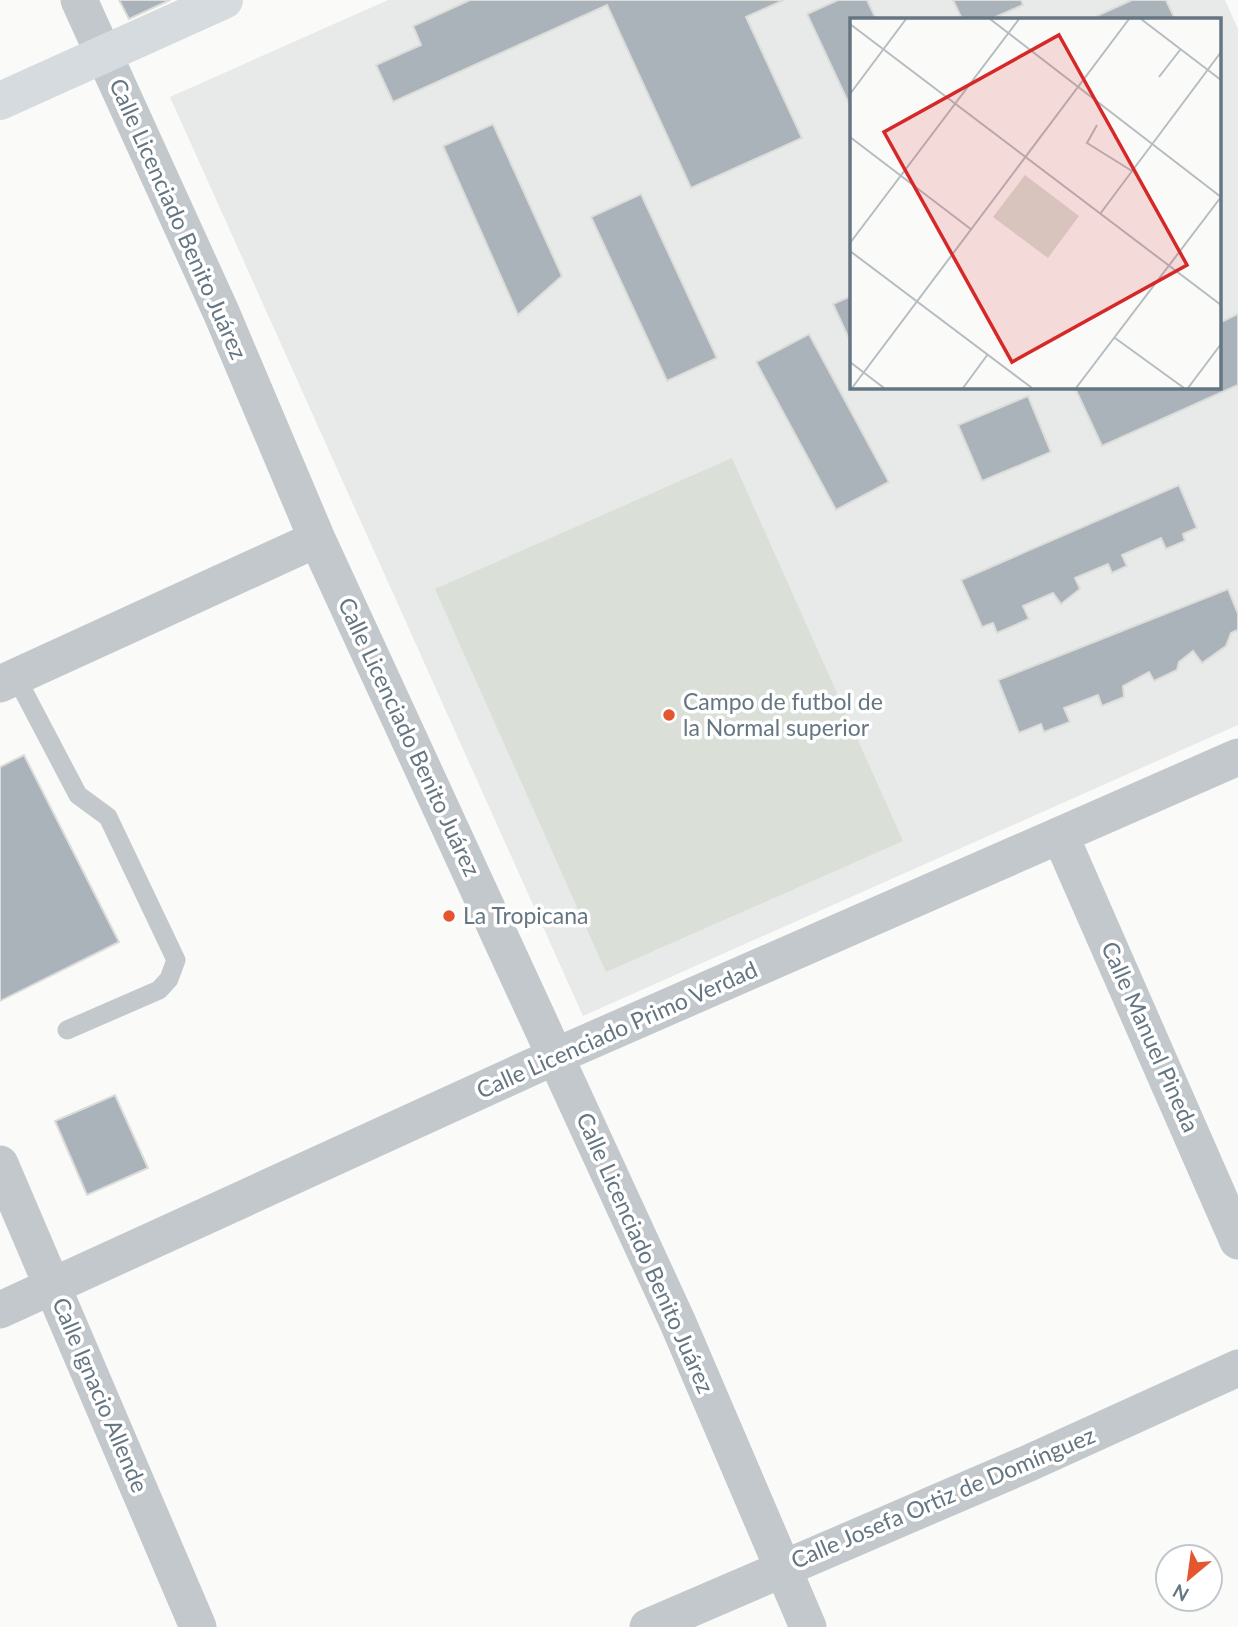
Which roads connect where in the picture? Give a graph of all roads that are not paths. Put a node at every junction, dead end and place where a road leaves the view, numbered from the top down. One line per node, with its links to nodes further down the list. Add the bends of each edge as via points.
1 (79, 0): 3 (street, Calle Licenciado Benito Juárez)
2 (224, 0): 3 (street)
3 (105, 56): 4 (street); 5 (street, Calle Licenciado Benito Juárez)
4 (0, 101)
5 (317, 539): 6 (street); 10 (street, Calle Licenciado Benito Juárez)
6 (8, 680): 9 (lane, via 78,796 108,817 176,960 159,990)
7 (1238, 757): 8 (street, Calle Licenciado Primo Verdad)
8 (1060, 835): 10 (street, Calle Licenciado Primo Verdad); 12 (street, Calle Manuel Pineda)
9 (67, 1030)
10 (556, 1056): 13 (street, Calle Licenciado Primo Verdad); 16 (street, Calle Licenciado Benito Juárez, via 678,1323)
11 (0, 1164): 13 (street, Calle Ignacio Allende)
12 (1238, 1241)
13 (53, 1286): 14 (street, Calle Licenciado Primo Verdad); 17 (street, Calle Ignacio Allende)
14 (0, 1310)
15 (1238, 1368): 16 (street, Calle Josefa Ortiz de Domínguez)
16 (782, 1567): 18 (street, Calle Josefa Ortiz de Domínguez); 19 (street, Calle Licenciado Benito Juárez)
17 (198, 1627)
18 (648, 1627)
19 (808, 1627)

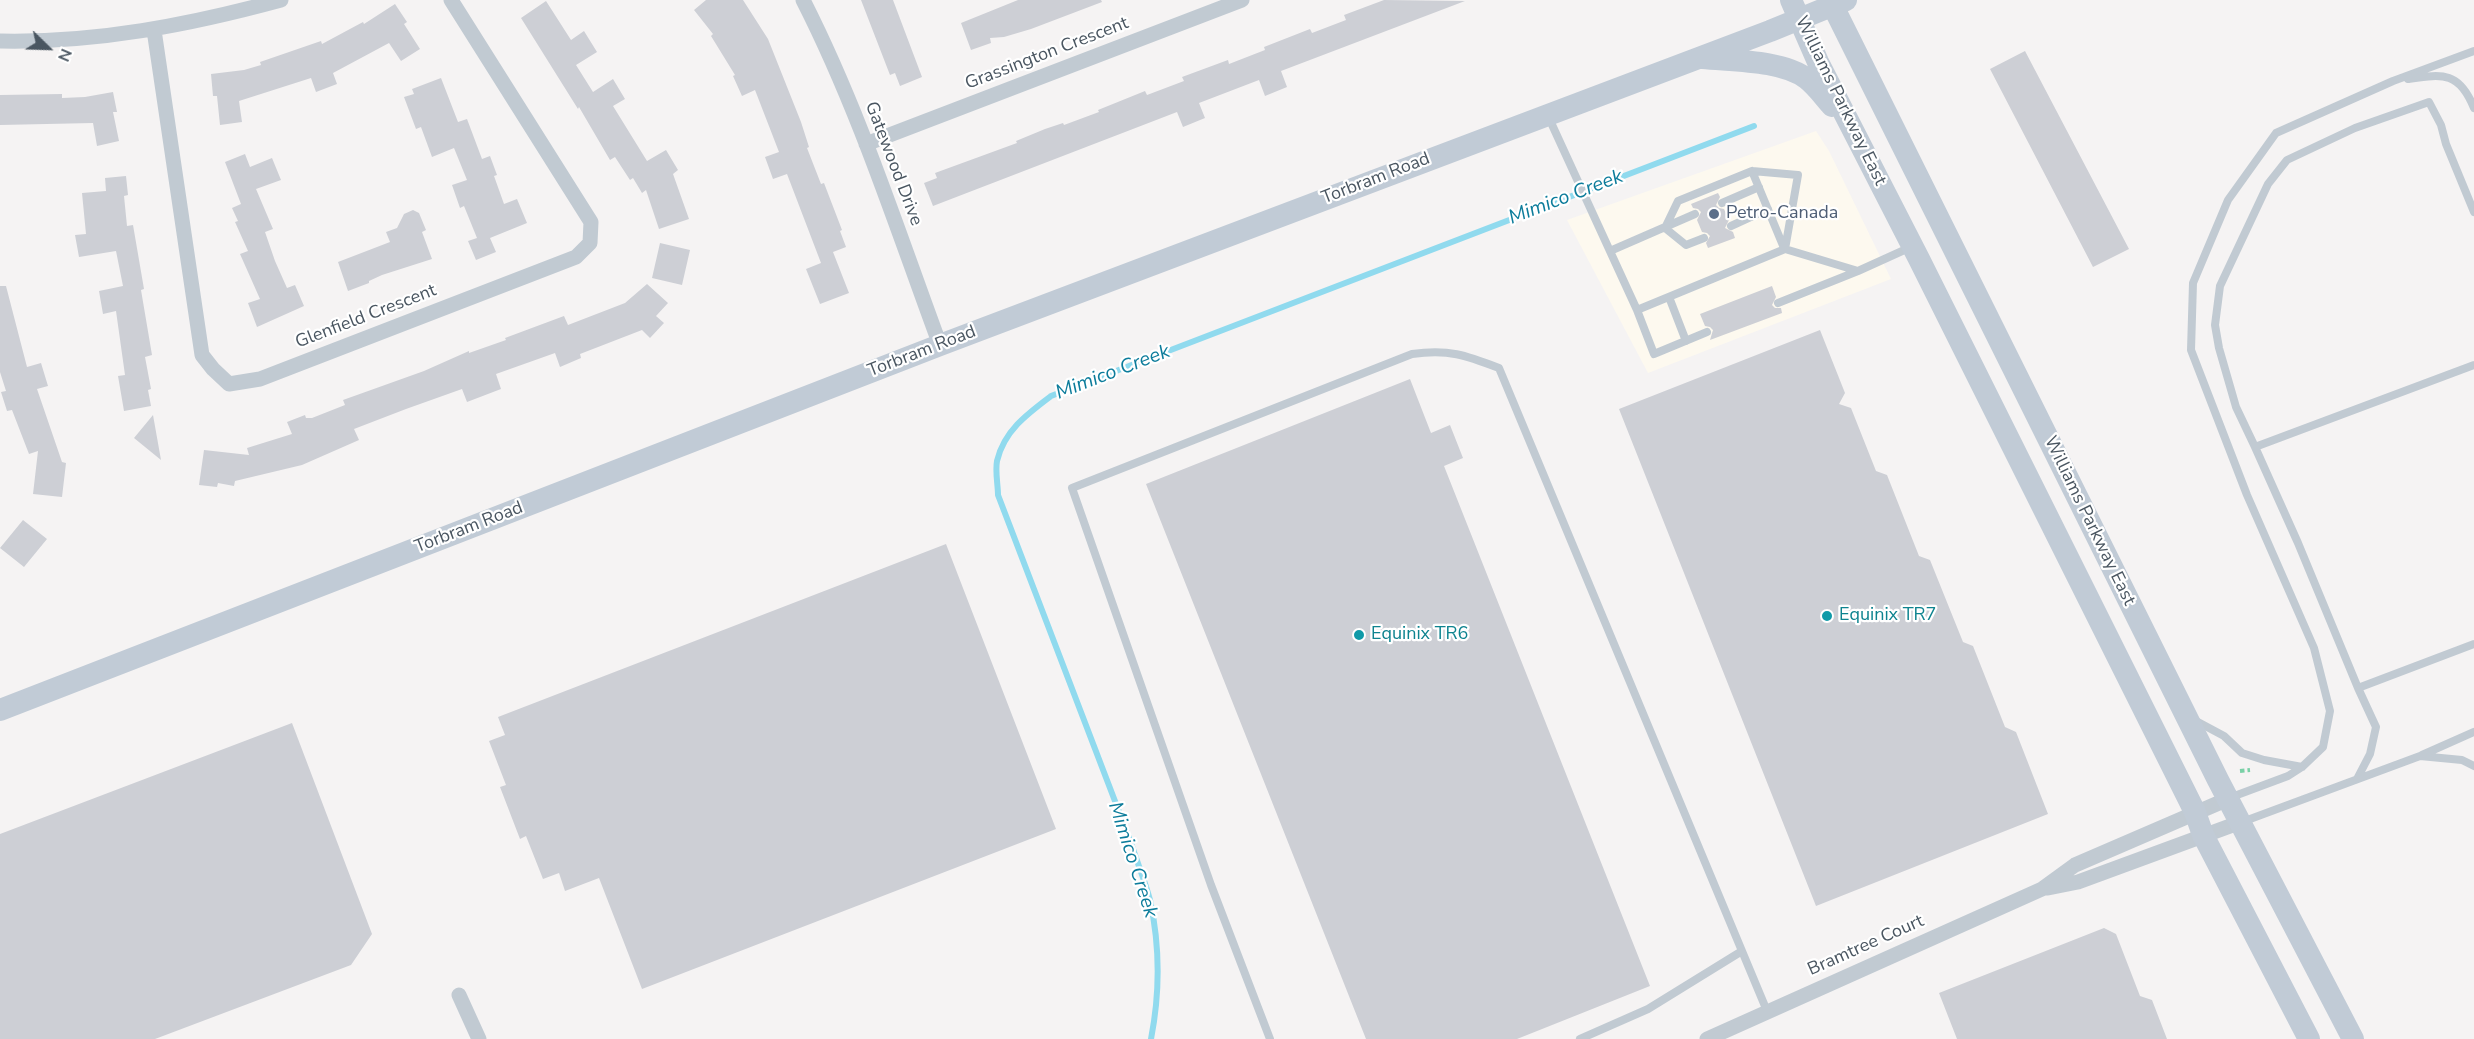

• • •

## What you will do
Write the material above out again exactly as it reads, but don't carry over the pictures.

## Task solution
Which roads connect where in the picture? Give a graph of all roads that are not paths. Put a node at every junction, dead end and place where a road leaves the view, numbered from the top down. One line per node, with its links to nodes further down the list. Add the bends of each edge as via points.
1 (79, 0): 3 (street, Calle Licenciado Benito Juárez)
2 (224, 0): 3 (street)
3 (105, 56): 4 (street); 5 (street, Calle Licenciado Benito Juárez)
4 (0, 101)
5 (317, 539): 6 (street); 10 (street, Calle Licenciado Benito Juárez)
6 (8, 680): 9 (lane, via 78,796 108,817 176,960 159,990)
7 (1238, 757): 8 (street, Calle Licenciado Primo Verdad)
8 (1060, 835): 10 (street, Calle Licenciado Primo Verdad); 12 (street, Calle Manuel Pineda)
9 (67, 1030)
10 (556, 1056): 13 (street, Calle Licenciado Primo Verdad); 16 (street, Calle Licenciado Benito Juárez, via 678,1323)
11 (0, 1164): 13 (street, Calle Ignacio Allende)
12 (1238, 1241)
13 (53, 1286): 14 (street, Calle Licenciado Primo Verdad); 17 (street, Calle Ignacio Allende)
14 (0, 1310)
15 (1238, 1368): 16 (street, Calle Josefa Ortiz de Domínguez)
16 (782, 1567): 18 (street, Calle Josefa Ortiz de Domínguez); 19 (street, Calle Licenciado Benito Juárez)
17 (198, 1627)
18 (648, 1627)
19 (808, 1627)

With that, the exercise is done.